• **About this task**: Copy every record below exactly.

• **Exercise materials**:

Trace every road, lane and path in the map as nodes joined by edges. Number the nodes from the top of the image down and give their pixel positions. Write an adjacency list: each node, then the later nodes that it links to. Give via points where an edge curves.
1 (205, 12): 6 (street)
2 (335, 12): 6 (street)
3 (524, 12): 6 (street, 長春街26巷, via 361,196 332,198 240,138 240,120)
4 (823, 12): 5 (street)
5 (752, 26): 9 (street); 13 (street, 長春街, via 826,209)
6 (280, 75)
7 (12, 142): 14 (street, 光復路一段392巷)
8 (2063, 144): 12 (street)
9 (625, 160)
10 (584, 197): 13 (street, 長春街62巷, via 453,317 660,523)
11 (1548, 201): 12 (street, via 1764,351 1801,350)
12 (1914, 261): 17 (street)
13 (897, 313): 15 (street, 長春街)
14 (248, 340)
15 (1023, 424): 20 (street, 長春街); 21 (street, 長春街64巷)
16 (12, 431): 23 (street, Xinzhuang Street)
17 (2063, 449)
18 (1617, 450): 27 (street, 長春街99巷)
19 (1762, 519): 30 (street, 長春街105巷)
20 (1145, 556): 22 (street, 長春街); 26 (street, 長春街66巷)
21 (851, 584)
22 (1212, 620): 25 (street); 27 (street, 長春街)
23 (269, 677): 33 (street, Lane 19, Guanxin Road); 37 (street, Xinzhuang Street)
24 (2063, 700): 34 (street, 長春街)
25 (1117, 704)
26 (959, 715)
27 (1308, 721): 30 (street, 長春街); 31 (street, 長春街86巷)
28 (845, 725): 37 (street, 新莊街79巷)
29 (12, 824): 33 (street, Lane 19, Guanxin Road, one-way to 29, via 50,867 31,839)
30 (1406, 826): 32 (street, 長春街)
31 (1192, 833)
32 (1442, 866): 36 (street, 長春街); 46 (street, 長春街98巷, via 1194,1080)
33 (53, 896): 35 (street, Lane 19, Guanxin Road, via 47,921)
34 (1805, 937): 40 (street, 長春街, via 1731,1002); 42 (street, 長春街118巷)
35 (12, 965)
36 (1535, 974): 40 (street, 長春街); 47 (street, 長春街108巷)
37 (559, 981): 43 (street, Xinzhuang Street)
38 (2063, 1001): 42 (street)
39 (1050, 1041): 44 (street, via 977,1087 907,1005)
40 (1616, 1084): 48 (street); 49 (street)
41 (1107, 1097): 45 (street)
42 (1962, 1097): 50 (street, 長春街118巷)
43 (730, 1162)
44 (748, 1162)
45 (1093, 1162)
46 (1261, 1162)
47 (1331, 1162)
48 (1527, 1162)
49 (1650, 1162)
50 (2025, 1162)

• **Answer**:
Trace every road, lane and path in the map as nodes joined by edges. Number the nodes from the top of the image down and give their pixel positions. Write an adjacency list: each node, then the later nodes that it links to. Give via points where an edge curves.
1 (205, 12): 6 (street)
2 (335, 12): 6 (street)
3 (524, 12): 6 (street, 長春街26巷, via 361,196 332,198 240,138 240,120)
4 (823, 12): 5 (street)
5 (752, 26): 9 (street); 13 (street, 長春街, via 826,209)
6 (280, 75)
7 (12, 142): 14 (street, 光復路一段392巷)
8 (2063, 144): 12 (street)
9 (625, 160)
10 (584, 197): 13 (street, 長春街62巷, via 453,317 660,523)
11 (1548, 201): 12 (street, via 1764,351 1801,350)
12 (1914, 261): 17 (street)
13 (897, 313): 15 (street, 長春街)
14 (248, 340)
15 (1023, 424): 20 (street, 長春街); 21 (street, 長春街64巷)
16 (12, 431): 23 (street, Xinzhuang Street)
17 (2063, 449)
18 (1617, 450): 27 (street, 長春街99巷)
19 (1762, 519): 30 (street, 長春街105巷)
20 (1145, 556): 22 (street, 長春街); 26 (street, 長春街66巷)
21 (851, 584)
22 (1212, 620): 25 (street); 27 (street, 長春街)
23 (269, 677): 33 (street, Lane 19, Guanxin Road); 37 (street, Xinzhuang Street)
24 (2063, 700): 34 (street, 長春街)
25 (1117, 704)
26 (959, 715)
27 (1308, 721): 30 (street, 長春街); 31 (street, 長春街86巷)
28 (845, 725): 37 (street, 新莊街79巷)
29 (12, 824): 33 (street, Lane 19, Guanxin Road, one-way to 29, via 50,867 31,839)
30 (1406, 826): 32 (street, 長春街)
31 (1192, 833)
32 (1442, 866): 36 (street, 長春街); 46 (street, 長春街98巷, via 1194,1080)
33 (53, 896): 35 (street, Lane 19, Guanxin Road, via 47,921)
34 (1805, 937): 40 (street, 長春街, via 1731,1002); 42 (street, 長春街118巷)
35 (12, 965)
36 (1535, 974): 40 (street, 長春街); 47 (street, 長春街108巷)
37 (559, 981): 43 (street, Xinzhuang Street)
38 (2063, 1001): 42 (street)
39 (1050, 1041): 44 (street, via 977,1087 907,1005)
40 (1616, 1084): 48 (street); 49 (street)
41 (1107, 1097): 45 (street)
42 (1962, 1097): 50 (street, 長春街118巷)
43 (730, 1162)
44 (748, 1162)
45 (1093, 1162)
46 (1261, 1162)
47 (1331, 1162)
48 (1527, 1162)
49 (1650, 1162)
50 (2025, 1162)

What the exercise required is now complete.